12x performance drop on md/linux+sw raid1 due to barriers [xfs]

Leon Woestenberg leonw at mailcan.com
Wed Feb 18 16:14:22 CST 2009


Hello,

On 15 dec 2008, at 23:50, Peter Grandi wrote:

> [ ... ]
>
>>> The purpose of barriers is to guarantee that relevant data is
>>> known to be on persistent storage (kind of hardware 'fsync').
>>>
>
>> [ ... ] Unfortunately in my understanding none of this is
>> reflected by Documentation/block/barrier.txt
>
> But we are talking about XFS and barriers here. That described
> just a (flawed, buggy) mechanism to implement those.

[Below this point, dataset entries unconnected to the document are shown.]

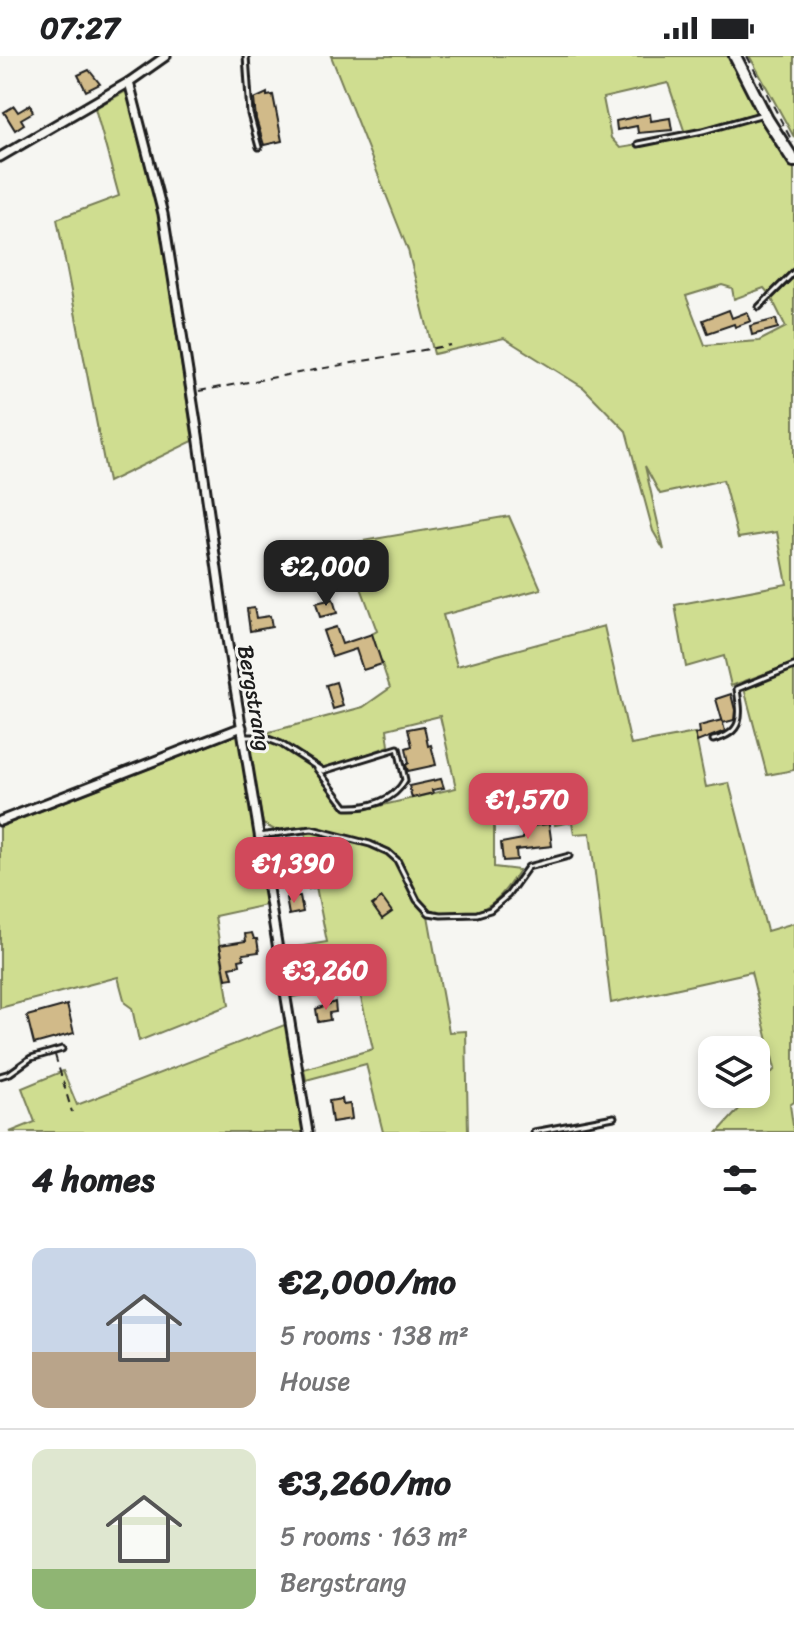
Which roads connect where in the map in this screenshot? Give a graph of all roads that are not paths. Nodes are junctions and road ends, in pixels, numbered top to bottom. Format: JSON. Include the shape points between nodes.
{"nodes":[{"id":1,"x":166,"y":56,"type":"edge"},
{"id":2,"x":246,"y":56,"type":"edge"},
{"id":3,"x":735,"y":56,"type":"edge"},
{"id":4,"x":129,"y":82,"type":"junction"},
{"id":5,"x":764,"y":113,"type":"junction"},
{"id":6,"x":638,"y":144,"type":"dead end"},
{"id":7,"x":259,"y":147,"type":"dead end"},
{"id":8,"x":0,"y":157,"type":"edge"},
{"id":9,"x":794,"y":161,"type":"edge"},
{"id":10,"x":794,"y":272,"type":"edge"},
{"id":11,"x":759,"y":307,"type":"dead end"},
{"id":12,"x":794,"y":666,"type":"edge"},
{"id":13,"x":242,"y":727,"type":"junction"},
{"id":14,"x":245,"y":737,"type":"junction"},
{"id":15,"x":713,"y":740,"type":"dead end"},
{"id":16,"x":317,"y":769,"type":"junction"},
{"id":17,"x":0,"y":821,"type":"edge"},
{"id":18,"x":259,"y":836,"type":"junction"},
{"id":19,"x":569,"y":856,"type":"dead end"},
{"id":20,"x":62,"y":1049,"type":"dead end"},
{"id":21,"x":0,"y":1076,"type":"edge"},
{"id":22,"x":614,"y":1117,"type":"dead end"},
{"id":23,"x":308,"y":1132,"type":"edge"},
{"id":24,"x":534,"y":1132,"type":"edge"}],
"edges":[{"from":1,"to":4,"type":"street"},
{"from":2,"to":7,"type":"lane","via":[[250,114]]},
{"from":3,"to":5,"type":"main road"},
{"from":4,"to":8,"type":"street"},
{"from":4,"to":13,"type":"street","name":"Bergstrang","via":[[163,214]]},
{"from":5,"to":6,"type":"lane"},
{"from":5,"to":9,"type":"main road"},
{"from":10,"to":11,"type":"lane"},
{"from":12,"to":15,"type":"lane","via":[[737,689],[737,727]]},
{"from":13,"to":14,"type":"street","name":"Bergstrang"},
{"from":13,"to":17,"type":"street"},
{"from":14,"to":16,"type":"lane","via":[[281,744]]},
{"from":14,"to":18,"type":"street","name":"Bergstrang"},
{"from":16,"to":16,"type":"lane","via":[[398,748],[405,780],[390,798],[346,807]]},
{"from":18,"to":19,"type":"lane","via":[[312,829],[370,844],[397,860],[417,900],[429,913],[441,915],[490,910],[528,867]]},
{"from":18,"to":23,"type":"street","name":"Bergstrang"},
{"from":20,"to":21,"type":"lane","via":[[31,1058]]},
{"from":22,"to":24,"type":"lane"}]}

Consider
> for example:
>
>  http://www.xfs.org/index.php/XFS_FAQ#Write_barrier_support.
>  http://www.xfs.org/index.php/XFS_FAQ#Q._Should_barriers_be_enabled_with_storage_which_has_a_persistent_write_cache.3F
>
> In any case as to the kernel "barrier" mechanism, its
> description is misleading because it heavily fixates on the
> ordering issue, which is just a consequence, but yet mentions
> the far more important "flush/sync" aspect.
>
> Still, there is a lot of confusion about barrier support and
> what it means at which level, as reflected in several online
> discussions and the different behaviour of different kernel
> versions.
>
The semantics of a barrier are whatever semantics we describe to it.  
So we can continue to be confused about it.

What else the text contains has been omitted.